Può, cioè, ritenersi che la sentenza impugnata (pag. 11) abbia adeguatamente dimostrato che alcune attività professionali richieste dalla persona offesa alla ricorrente siano state da questa effettuate, che altre attività, invece, non siano state effettuate, mentre con riferimento ad ancora altre attività sia rimasta incertezza circa la loro effettiva prestazione da parte dell’imputata.
Ma non risulta chiaro se le attività non svolte richiedessero la necessaria abilitazione professionale e se è con riguardo a queste che la persona offesa sia stata indotta al pagamento di fatture per attività poi in realtà mai espletate, così concretandosi l’ingiusto profitto, con pari danno per la p.o., ricadente nell’ambito della tutela penale.

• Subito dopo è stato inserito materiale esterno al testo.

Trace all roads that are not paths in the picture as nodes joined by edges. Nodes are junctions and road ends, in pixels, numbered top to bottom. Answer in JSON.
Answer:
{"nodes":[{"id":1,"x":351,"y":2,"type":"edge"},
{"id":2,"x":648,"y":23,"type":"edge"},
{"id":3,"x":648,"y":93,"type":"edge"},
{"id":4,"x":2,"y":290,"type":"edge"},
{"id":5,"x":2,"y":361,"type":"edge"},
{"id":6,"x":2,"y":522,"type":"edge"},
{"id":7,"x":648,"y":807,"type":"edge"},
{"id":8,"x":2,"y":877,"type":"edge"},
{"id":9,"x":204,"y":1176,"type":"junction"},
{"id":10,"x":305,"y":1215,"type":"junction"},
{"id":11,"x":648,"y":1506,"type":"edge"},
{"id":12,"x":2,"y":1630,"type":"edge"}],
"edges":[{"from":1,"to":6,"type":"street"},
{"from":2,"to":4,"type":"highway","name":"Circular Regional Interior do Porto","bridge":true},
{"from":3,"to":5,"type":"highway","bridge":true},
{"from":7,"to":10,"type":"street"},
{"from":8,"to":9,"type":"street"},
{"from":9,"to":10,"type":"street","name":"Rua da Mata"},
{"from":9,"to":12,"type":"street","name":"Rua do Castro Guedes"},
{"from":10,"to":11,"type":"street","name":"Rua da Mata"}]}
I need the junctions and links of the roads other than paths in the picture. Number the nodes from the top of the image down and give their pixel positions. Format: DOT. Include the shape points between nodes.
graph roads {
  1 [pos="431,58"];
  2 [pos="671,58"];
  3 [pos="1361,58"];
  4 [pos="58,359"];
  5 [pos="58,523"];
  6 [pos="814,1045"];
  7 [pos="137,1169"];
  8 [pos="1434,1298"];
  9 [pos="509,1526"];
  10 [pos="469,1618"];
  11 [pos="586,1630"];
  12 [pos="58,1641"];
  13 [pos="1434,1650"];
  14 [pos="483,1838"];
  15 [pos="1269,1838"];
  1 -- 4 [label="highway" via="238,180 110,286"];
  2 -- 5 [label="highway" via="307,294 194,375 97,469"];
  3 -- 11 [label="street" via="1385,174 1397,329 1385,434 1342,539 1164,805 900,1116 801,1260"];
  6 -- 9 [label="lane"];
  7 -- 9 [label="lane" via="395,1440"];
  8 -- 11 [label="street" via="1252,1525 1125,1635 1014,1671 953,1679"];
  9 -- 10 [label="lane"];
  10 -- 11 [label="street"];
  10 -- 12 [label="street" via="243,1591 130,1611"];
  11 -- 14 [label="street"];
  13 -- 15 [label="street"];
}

Nella sentenza impugnata appare restare priva di concretezza l’indicazione di quali, fra le attività inevase, specificamente richiedessero l’abilitazione del commercialista, che dunque la ricorrente avrebbe truffaldinamente lasciato credere di poter fare (o, peggio, affermato di poter fare), senza poterle realmente svolgere.
In assenza di un tale chiarimento – che rileva anche ai fini dell’individuazione del tempus commissi delicti la dimostrazione circa la realizzazione della truffa contrattuale non può dirsi completa. E tanto rileva anche sul piano della corretta qualificazione giuridica del fatto in termini di consumazione, in quanto, anche laddove la falsa rappresentazione della realtà avesse avuto specificamente ad oggetto prestazioni proprie del commercialista, andava poi esplorato il profilo della riconducibilità causale del profitto conseguito e del danno cagionato a tali artifizi e raggiri. Su tali decisivi aspetti la motivazione della sentenza risulta carente. Da quanto osservato discende, dunque, la fondatezza del primo motivo di ricorso.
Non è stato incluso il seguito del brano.